WHEREAS, Insulet and ADC are parties to that certain Amended and Restated Development and Commercialization Agreement dated as of September 13, 2021, as amended by Amendment No. 1 through Amendment No. 5 (the “Agreement”); and
WHEREAS, Insulet and ADC wish to amend the Agreement as set forth herein, effective as of the Effective Date.
NOW, THEREFORE, in consideration of these premises, and for other good and valuable consideration, the receipt and sufficiency of which are hereby acknowledged, the Parties hereto agree as follows.
1.Definitions. Capitalized terms used herein and not otherwise defined shall have the meaning ascribed to such terms in the Agreement.
2.The following definitions will be added to Article I:
[***]
5.Section 3.6(f) is hereby amended to [***].
6.The definition for [***] are hereby amended to [***].
7.The definition for “[***]” is hereby amended to [***].

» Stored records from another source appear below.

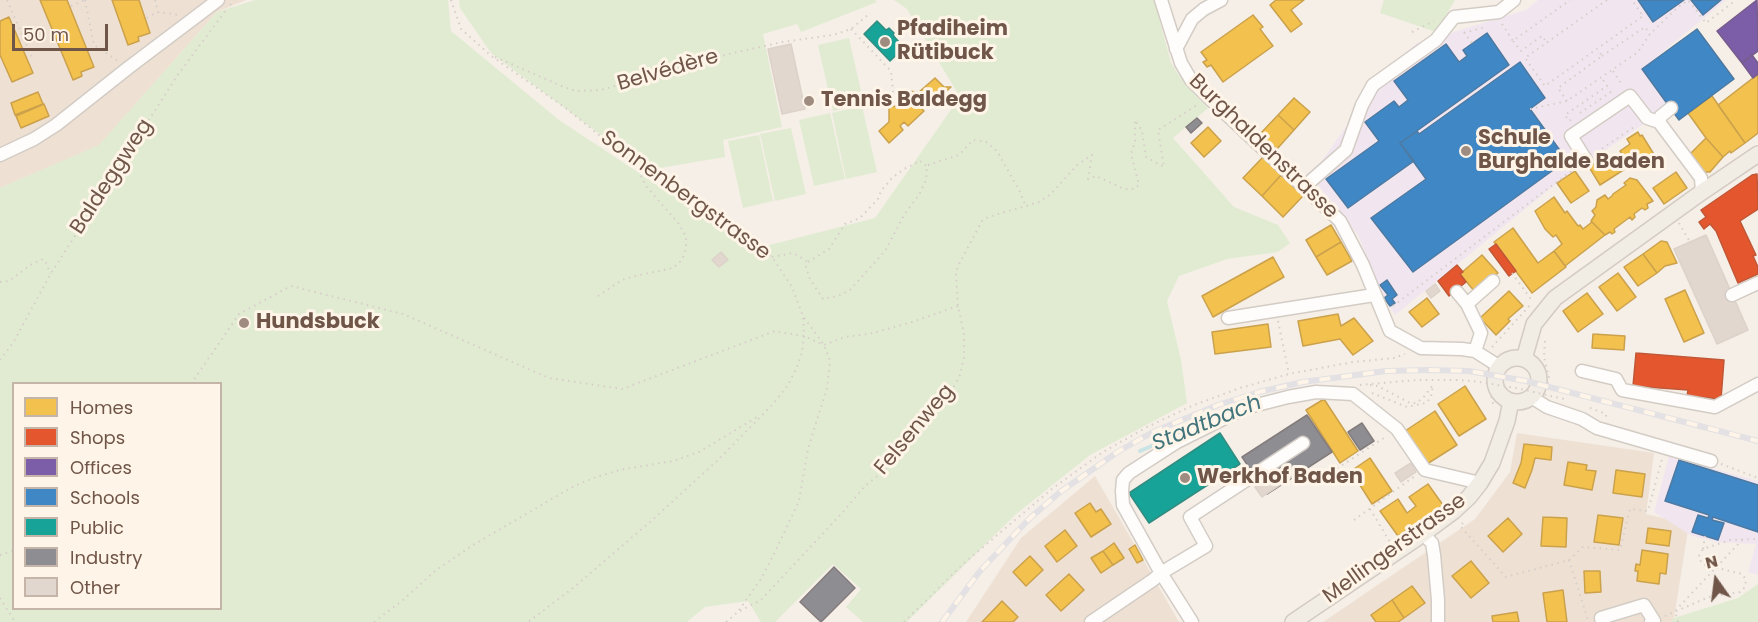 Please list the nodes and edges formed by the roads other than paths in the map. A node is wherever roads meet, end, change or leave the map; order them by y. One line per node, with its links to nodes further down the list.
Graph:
1 (218, 0): 9 (street)
2 (1161, 0): 5 (street, Burghaldenstrasse)
3 (1221, 0): 5 (street)
4 (1514, 0): 11 (street)
5 (1176, 49): 11 (street, Burghaldenstrasse)
6 (1671, 108): 7 (street)
7 (1653, 120): 10 (street); 12 (street)
8 (1758, 154): 12 (main road)
9 (0, 155)
10 (1586, 160)
11 (1304, 187): 16 (street, Burghaldenstrasse)
12 (1702, 192): 21 (main road)
13 (1493, 281): 18 (street)
14 (1758, 283): 17 (street)
15 (1457, 292): 18 (street)
16 (1374, 295): 19 (street); 20 (street, Burghaldenstrasse)
17 (1732, 295)
18 (1467, 303): 20 (street)
19 (1228, 318)
20 (1475, 351): 22 (street, Burghaldenstrasse)
21 (1524, 359): 22 (main road); 25 (main road)
22 (1500, 367): 26 (main road)
23 (1582, 371): 24 (street)
24 (1758, 384)
25 (1531, 397): 26 (main road); 28 (street)
26 (1511, 401): 29 (main road, Mellingerstrasse)
27 (1303, 443): 31 (street)
28 (1711, 460)
29 (1480, 483): 30 (main road, Mellingerstrasse); 31 (street)
30 (1423, 534): 36 (main road, Mellingerstrasse); 37 (street)
31 (1161, 573): 34 (street); 35 (street)
32 (1601, 620): 33 (street)
33 (1653, 621)
34 (1091, 622)
35 (1192, 622)
36 (1293, 622)
37 (1438, 622)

8.The following is hereby added to the end of Section 3.1(b):
“The Parties shall negotiate in good faith and present to the JSC for approval within [***] after the effective date of Amendment No. 6 to this Agreement a development plan to [***], which plan shall be considered as part of the Development Plan. If the Parties are unable to reach agreement on a draft development plan for [***] for submission to the JSC within such [***] period, then either Party may refer the matter to the JSC for resolution at its next meeting. If the JSC is unable to resolve the matter within [***] after its next meeting, either Party may refer the matter to the Senior Officers for resolution pursuant to Section 2.5.
Within [***] after the JSC’s approval of the amended Development Plan to cover the [***] as required in the paragraph above, ADC will provide a first draft of the specifications to Insulet that
may be required if the Parties reach agreement to [***]. Both Parties understand that [***]. Both Parties also understand that further terms will need to be negotiated and mutually agreed [***]. After the JSC approval of the amended Development Plan as required in the paragraph above, the Parties shall negotiate in good faith such additional terms and the possibility of [***]. Notwithstanding the foregoing, nothing in Amendment No. 6 to this Agreement shall be construed as a representation or obligation of ADC to [***], Insulet during the term of the Agreement. Notwithstanding the foregoing, nothing in the Agreement or in Amendment No. 6 to the Agreement shall be construed as a representation or obligation for Insulet to [***] unless (i) the Parties mutually agree upon a development plan for [***], and (ii) ADC [***] with the [***], in order for [***].”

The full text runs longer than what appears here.